Best Practices

kube-proxy Best Practices

kube-proxy is a network proxy that runs on each node in the cluster, implementing part of the Kubernetes Service concept.
kube-proxy maintains network rules on nodes. These network rules allow network communication to Pods from network sessions inside or outside the cluster.
If the operating system provides an available packet filtering layer, kube-proxy uses it to implement network rules. Otherwise, kube-proxy only forwards traffic.
If you use a network plugin to implement packet forwarding for Services and provide behavior equivalent to kube-proxy, you don't need to run kube-proxy on cluster nodes.

Objectives

This best practice focuses on improving kube-proxy's own performance, significantly enhancing kube-proxy's performance and stability in large-scale scenarios to support traffic forwarding in large-scale scenarios. It mainly includes the following sections:

Selecting the appropriate traffic forwarding mode: IPVS.
Tuning model: Analyze the interaction between kube-proxy and apiserver and the internal implementation, and provide analysis of related tuning factors.
Monitoring metrics: Regularly monitor kube-proxy's performance metrics for timely adjustments and optimization.

Prerequisites

Using kube-proxy plugin to maintain network rules on nodes to implement Service functionality.

Usage Limitations

This best practice is based on analysis of Kubernetes v1.28, v1.33, and v1.34 versions.

Background Information

kube-proxy plays the following key roles in large-scale Kubernetes clusters:

Service Discovery and Load Balancing: kube-proxy is responsible for distributing network traffic to appropriate backend services, ensuring that service requests are load-balanced across multiple container instances. In large-scale clusters, this is critical for maintaining service high availability and performance.
Efficient Network Communication: kube-proxy implements virtual IP (VIP) and load balancing for Kubernetes services. It uses iptables or IPVS rules to manage network traffic, making communication between services more efficient.
Scalability and Reliability: In large-scale clusters, as the number of service instances increases, kube-proxy's load also increases. kube-proxy can optimize network rules and load balancing mechanisms to ensure the cluster remains stable and efficient under high loads.
Flexible Network Configuration: kube-proxy supports multiple modes (such as iptables, IPVS, and userspace), allowing administrators to choose the most appropriate network configuration for specific scenarios to meet different performance and scalability requirements.
Fault Tolerance and Failure Recovery: kube-proxy can detect and handle service instance failures, automatically adjust network rules, and ensure that service requests can quickly switch to healthy backend instances, thereby improving cluster fault tolerance.

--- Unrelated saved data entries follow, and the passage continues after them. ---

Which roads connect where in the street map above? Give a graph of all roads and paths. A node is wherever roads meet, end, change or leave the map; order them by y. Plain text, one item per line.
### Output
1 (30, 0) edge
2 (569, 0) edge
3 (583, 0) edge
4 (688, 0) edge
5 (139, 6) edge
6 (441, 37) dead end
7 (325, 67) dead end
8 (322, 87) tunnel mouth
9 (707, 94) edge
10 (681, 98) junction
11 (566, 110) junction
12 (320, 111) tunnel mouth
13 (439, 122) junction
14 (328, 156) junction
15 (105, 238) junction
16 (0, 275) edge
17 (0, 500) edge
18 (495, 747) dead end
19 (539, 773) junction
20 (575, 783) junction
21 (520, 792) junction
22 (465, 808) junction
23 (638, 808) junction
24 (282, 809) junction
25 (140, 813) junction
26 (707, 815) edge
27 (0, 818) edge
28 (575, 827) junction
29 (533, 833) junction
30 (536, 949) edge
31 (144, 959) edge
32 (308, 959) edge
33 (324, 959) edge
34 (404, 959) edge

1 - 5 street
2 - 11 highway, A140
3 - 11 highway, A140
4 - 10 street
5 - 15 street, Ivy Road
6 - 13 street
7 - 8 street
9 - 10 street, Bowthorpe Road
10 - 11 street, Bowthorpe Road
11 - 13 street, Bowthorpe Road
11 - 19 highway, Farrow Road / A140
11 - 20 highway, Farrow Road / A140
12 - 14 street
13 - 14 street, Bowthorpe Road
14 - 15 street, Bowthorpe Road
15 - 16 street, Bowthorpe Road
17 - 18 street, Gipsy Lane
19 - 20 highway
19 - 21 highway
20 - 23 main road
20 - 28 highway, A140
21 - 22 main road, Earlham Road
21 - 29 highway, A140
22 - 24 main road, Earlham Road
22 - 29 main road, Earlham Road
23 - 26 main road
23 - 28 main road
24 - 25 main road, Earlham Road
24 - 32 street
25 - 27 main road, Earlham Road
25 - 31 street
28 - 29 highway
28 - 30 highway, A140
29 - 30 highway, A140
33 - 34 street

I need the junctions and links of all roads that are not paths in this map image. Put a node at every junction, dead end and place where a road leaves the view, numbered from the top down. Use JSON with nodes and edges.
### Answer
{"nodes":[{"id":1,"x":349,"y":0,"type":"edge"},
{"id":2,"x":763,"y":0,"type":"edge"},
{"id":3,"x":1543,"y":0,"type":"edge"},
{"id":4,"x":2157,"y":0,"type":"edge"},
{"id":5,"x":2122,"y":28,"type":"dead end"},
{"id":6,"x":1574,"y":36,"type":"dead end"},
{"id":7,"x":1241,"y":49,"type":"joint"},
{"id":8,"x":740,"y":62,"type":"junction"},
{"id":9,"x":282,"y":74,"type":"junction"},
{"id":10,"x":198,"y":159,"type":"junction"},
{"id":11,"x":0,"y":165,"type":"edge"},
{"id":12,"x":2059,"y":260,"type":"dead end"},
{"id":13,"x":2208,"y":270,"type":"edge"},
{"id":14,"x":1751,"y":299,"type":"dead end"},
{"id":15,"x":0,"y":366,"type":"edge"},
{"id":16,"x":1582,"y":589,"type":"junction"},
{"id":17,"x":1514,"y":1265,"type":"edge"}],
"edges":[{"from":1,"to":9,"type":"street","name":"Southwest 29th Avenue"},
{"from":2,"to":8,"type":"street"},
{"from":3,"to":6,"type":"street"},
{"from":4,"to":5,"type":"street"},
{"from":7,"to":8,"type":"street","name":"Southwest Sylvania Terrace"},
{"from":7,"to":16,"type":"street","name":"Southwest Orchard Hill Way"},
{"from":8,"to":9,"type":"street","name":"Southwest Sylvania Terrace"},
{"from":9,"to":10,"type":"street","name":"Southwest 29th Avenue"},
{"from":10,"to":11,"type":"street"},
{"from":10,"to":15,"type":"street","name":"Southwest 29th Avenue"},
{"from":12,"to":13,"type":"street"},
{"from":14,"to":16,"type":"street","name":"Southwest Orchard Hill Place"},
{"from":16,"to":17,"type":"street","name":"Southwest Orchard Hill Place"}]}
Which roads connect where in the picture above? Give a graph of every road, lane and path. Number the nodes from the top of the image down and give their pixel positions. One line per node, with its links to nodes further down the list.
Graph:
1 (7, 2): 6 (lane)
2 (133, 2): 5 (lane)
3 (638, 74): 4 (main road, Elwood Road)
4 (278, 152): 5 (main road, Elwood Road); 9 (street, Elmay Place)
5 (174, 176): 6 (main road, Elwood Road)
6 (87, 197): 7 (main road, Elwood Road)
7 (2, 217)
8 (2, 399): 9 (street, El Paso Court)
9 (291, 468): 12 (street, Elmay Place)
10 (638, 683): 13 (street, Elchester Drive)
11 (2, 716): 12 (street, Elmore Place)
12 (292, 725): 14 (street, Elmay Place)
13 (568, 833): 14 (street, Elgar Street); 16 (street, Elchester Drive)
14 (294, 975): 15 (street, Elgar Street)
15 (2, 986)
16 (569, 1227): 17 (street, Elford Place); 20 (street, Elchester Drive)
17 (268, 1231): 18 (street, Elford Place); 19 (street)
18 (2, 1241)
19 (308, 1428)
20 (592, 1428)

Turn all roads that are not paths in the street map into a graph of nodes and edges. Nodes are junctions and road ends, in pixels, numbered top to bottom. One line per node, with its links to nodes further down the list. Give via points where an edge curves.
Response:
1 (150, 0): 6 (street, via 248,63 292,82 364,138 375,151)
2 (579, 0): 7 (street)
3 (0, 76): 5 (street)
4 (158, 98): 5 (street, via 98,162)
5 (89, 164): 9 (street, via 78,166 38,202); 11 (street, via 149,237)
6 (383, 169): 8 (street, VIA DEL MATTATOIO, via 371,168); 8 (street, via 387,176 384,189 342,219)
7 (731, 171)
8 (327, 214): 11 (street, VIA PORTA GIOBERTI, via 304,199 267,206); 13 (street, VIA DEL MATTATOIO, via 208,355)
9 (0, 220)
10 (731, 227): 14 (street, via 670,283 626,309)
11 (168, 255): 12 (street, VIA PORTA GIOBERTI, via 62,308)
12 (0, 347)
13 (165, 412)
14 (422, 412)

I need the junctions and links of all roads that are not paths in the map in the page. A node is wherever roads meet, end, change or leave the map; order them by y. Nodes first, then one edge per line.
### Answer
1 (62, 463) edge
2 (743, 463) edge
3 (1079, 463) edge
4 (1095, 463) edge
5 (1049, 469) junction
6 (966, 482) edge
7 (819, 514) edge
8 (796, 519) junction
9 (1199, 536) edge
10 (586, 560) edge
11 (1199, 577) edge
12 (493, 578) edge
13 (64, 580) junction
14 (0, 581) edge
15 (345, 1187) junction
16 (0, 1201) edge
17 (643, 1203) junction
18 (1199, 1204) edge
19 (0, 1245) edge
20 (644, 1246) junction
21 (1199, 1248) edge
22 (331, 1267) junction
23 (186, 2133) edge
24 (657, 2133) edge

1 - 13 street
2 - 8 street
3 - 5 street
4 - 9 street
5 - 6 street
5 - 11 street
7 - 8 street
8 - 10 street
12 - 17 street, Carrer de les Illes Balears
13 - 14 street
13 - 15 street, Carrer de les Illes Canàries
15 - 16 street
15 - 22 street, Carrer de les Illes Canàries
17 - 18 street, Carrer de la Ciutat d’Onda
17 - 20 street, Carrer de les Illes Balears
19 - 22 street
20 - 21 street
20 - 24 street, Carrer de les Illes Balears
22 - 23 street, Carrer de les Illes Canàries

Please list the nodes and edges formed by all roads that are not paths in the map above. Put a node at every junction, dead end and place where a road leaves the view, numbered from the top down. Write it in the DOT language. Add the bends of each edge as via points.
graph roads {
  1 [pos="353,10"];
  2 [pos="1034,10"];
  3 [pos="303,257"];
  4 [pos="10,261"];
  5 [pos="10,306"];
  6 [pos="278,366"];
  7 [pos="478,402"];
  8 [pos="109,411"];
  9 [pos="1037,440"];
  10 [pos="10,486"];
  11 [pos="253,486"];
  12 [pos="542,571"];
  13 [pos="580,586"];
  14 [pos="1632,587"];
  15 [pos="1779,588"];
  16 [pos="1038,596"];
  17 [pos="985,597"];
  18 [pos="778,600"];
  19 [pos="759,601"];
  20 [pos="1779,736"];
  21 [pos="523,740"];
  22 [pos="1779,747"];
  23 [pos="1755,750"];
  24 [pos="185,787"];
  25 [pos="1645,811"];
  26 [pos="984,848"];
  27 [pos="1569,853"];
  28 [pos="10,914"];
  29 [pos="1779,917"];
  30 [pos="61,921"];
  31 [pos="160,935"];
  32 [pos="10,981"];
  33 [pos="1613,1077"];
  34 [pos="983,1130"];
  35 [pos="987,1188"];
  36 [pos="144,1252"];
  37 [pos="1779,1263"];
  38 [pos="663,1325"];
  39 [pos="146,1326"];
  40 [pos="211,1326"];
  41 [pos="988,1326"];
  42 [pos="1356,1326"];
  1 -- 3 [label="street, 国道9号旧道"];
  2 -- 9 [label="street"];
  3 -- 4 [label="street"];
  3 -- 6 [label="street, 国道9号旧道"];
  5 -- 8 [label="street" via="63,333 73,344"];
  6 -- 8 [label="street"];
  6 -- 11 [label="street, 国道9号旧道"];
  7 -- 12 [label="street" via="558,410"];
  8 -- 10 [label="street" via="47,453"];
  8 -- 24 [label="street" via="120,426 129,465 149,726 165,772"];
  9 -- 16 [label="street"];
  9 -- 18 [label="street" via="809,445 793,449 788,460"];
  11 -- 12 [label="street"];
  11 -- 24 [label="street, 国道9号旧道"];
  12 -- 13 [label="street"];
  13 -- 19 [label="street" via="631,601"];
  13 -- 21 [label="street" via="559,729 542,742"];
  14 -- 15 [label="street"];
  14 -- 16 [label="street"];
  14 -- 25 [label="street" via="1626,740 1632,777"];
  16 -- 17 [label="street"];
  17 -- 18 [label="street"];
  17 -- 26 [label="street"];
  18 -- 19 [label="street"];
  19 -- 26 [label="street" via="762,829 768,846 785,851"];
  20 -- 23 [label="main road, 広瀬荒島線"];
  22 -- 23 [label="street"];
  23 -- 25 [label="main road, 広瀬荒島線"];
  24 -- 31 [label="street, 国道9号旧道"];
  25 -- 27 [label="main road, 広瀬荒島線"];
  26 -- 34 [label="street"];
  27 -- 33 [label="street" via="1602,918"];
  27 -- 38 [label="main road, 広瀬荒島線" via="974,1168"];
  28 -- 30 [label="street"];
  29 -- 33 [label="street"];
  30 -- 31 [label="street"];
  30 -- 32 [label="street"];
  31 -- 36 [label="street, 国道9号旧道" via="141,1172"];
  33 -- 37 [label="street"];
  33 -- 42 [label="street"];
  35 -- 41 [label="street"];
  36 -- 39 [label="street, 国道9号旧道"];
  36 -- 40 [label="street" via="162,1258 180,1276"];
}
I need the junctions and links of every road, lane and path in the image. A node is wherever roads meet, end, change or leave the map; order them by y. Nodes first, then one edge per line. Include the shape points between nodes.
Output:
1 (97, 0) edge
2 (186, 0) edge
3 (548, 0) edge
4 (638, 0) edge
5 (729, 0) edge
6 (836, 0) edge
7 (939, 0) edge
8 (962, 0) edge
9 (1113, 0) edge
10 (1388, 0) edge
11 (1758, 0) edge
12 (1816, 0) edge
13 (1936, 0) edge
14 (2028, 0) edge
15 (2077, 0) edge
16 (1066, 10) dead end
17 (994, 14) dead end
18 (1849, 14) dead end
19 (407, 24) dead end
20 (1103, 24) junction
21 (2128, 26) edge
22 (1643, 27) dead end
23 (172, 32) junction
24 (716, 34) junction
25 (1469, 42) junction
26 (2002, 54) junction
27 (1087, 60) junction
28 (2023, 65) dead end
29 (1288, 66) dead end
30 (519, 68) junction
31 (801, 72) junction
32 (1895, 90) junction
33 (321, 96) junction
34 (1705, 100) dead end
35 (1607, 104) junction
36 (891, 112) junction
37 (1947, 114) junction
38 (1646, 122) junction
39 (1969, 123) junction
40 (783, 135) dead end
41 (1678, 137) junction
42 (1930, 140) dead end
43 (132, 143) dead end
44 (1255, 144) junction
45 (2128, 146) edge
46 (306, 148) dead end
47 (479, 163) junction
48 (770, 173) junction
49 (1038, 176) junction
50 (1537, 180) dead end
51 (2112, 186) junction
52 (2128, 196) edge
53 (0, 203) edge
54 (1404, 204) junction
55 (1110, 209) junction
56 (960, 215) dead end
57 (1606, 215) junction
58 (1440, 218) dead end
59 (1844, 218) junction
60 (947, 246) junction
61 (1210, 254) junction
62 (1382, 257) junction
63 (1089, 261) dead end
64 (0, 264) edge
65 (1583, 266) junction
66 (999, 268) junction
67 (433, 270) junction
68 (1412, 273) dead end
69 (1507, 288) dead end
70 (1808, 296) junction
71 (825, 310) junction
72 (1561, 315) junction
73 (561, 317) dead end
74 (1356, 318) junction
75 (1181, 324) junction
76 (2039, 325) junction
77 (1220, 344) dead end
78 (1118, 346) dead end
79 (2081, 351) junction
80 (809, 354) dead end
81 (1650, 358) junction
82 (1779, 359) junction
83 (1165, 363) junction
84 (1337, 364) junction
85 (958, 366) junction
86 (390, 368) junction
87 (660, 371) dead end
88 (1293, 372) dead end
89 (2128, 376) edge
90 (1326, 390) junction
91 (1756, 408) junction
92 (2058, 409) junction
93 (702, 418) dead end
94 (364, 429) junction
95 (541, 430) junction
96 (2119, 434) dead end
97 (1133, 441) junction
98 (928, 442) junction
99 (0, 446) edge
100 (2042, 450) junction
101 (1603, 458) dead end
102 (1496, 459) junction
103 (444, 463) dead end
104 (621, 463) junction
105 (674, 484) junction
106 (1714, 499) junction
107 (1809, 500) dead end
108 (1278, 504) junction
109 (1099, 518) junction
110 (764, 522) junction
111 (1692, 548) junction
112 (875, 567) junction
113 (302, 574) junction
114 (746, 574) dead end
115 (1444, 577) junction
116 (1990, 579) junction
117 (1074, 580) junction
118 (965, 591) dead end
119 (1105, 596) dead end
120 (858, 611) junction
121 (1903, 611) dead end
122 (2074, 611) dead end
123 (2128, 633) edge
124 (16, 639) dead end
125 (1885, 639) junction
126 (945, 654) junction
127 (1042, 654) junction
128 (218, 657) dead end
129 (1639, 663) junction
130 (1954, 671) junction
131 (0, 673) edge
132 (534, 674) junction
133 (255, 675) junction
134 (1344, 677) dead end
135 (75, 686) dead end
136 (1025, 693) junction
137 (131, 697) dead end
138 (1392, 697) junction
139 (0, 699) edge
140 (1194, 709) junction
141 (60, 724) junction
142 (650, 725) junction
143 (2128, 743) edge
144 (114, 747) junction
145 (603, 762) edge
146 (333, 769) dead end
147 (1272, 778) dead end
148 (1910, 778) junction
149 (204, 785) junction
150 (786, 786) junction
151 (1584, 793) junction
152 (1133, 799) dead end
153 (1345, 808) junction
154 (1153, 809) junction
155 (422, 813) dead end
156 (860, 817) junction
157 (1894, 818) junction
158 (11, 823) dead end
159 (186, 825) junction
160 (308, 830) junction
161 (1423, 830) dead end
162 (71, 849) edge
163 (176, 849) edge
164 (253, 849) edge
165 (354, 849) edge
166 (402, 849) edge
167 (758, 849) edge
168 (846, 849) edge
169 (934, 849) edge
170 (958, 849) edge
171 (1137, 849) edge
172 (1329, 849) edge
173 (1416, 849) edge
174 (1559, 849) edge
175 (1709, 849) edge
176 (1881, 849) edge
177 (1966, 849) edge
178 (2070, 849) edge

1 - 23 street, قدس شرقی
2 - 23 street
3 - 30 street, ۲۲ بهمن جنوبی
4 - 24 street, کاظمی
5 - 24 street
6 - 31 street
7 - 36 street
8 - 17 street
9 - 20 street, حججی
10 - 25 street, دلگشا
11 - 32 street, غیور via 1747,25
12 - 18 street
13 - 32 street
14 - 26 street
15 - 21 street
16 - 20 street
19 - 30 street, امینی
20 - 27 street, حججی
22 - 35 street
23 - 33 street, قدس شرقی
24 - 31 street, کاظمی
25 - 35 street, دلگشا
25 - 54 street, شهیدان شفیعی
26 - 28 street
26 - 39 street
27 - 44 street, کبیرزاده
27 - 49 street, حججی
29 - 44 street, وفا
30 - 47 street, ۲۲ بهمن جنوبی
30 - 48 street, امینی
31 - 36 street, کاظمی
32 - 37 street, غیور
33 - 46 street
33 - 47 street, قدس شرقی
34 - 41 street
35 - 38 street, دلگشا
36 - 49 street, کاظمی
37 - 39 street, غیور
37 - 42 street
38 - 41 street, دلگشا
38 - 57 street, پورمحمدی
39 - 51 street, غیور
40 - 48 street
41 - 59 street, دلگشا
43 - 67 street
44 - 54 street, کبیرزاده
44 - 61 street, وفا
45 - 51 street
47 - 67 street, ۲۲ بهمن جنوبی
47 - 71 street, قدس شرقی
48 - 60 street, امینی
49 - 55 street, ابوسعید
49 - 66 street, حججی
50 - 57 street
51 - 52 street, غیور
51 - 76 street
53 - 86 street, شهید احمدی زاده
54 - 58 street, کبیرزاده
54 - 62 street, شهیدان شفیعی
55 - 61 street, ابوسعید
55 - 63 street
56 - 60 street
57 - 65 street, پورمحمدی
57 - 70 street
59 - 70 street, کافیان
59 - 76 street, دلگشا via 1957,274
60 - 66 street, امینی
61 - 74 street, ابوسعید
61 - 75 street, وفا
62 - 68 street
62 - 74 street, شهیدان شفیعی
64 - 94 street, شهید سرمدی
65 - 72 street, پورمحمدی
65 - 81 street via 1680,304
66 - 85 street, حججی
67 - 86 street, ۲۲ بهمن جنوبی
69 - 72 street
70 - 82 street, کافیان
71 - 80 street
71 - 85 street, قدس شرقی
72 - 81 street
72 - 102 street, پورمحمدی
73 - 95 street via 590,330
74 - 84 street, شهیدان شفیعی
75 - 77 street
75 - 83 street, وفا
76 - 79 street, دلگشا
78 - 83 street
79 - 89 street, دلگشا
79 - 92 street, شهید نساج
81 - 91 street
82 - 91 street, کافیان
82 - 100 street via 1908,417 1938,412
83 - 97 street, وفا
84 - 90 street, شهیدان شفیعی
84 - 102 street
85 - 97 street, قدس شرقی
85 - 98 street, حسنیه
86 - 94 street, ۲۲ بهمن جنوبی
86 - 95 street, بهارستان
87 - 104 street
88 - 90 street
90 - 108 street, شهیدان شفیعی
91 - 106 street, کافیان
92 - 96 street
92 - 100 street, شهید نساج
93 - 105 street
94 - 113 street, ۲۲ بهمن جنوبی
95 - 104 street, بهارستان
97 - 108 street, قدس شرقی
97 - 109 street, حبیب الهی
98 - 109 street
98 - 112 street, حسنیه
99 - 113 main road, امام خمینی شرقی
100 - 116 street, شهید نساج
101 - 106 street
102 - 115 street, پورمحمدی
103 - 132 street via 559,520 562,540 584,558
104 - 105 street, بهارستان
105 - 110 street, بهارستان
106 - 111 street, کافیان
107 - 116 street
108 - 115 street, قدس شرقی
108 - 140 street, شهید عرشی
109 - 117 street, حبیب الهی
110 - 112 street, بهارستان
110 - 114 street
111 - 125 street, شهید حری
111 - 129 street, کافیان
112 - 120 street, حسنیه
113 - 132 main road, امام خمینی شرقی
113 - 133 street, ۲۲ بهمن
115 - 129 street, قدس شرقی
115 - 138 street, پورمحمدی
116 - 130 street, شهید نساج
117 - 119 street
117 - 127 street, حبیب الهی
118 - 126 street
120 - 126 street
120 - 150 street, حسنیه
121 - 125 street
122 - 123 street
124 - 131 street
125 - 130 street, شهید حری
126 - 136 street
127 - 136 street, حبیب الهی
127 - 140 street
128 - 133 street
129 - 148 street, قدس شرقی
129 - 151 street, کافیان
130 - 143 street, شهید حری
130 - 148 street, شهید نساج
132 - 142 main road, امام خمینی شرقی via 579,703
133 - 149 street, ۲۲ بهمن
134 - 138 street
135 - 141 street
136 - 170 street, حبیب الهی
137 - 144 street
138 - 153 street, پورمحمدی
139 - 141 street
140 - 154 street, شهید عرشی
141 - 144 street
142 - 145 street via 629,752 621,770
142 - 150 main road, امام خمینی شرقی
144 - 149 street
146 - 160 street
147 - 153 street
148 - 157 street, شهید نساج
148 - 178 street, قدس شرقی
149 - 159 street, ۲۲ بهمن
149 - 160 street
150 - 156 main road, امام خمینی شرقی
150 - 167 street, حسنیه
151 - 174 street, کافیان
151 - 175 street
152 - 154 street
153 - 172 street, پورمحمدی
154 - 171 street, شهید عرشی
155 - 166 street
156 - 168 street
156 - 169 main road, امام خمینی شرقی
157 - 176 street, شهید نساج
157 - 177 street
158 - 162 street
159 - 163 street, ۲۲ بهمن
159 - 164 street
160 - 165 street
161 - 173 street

In large-scale Kubernetes clusters, the efficient operation of kube-proxy directly affects the performance and reliability of the entire cluster. Through reasonable configuration and optimization of kube-proxy, you can ensure the cluster remains efficient and stable under high loads and complex network environments.

Procedure

Select the Appropriate Traffic Forwarding Mode
In the kube-proxy implementation of Kubernetes, userspace, iptables, and IPVS modes each have their applicable scenarios and characteristics.
1.1 userspace Mode
Applicable Scenarios:
- Small clusters: Suitable for testing environments or very small-scale clusters.
- Compatibility: May need to be used in certain special environments to ensure compatibility.
Characteristics:
- Poor performance: Due to the need for data copying between user space and kernel space, performance is inferior to iptables and IPVS.
- High latency: Packet processing latency is high, not suitable for production environments.
1.2 iptables Mode
Applicable Scenarios:
- Small to medium clusters: Suitable for clusters with a certain scale but not very large.
- Default choice: Most Kubernetes clusters use iptables mode by default.
Characteristics:
- Good performance: iptables uses kernel-level network forwarding with relatively high performance.
- Simple: Implementation is relatively simple and doesn't require complex software installation.
- High latency: When there are many rules, packet processing latency may increase.
1.3 IPVS Mode
Applicable Scenarios:
- Large clusters: Suitable for large-scale clusters, especially scenarios with many services and endpoints.
- High performance requirements: Scenarios requiring low latency and high throughput.
Characteristics:
- High performance: Uses hash tables for lookups with fast processing speed and low latency.
- Better scalability: Can handle more rules and endpoints, suitable for large-scale scenarios.
- Complexity: Compared to iptables, setup and maintenance are slightly more complex, requiring additional software support.
1.4 Summary
- userspace mode: Suitable for testing and small clusters, poor performance, mainly used for compatibility purposes.
- iptables mode: Suitable for small to medium clusters, default choice, good performance but may have high latency in large-scale scenarios.
- IPVS mode: Suitable for large-scale clusters and high-performance requirement scenarios, low latency, good scalability, but more complex setup.
In summary, in large-scale cluster scenarios, selecting IPVS for kube-proxy is the best choice.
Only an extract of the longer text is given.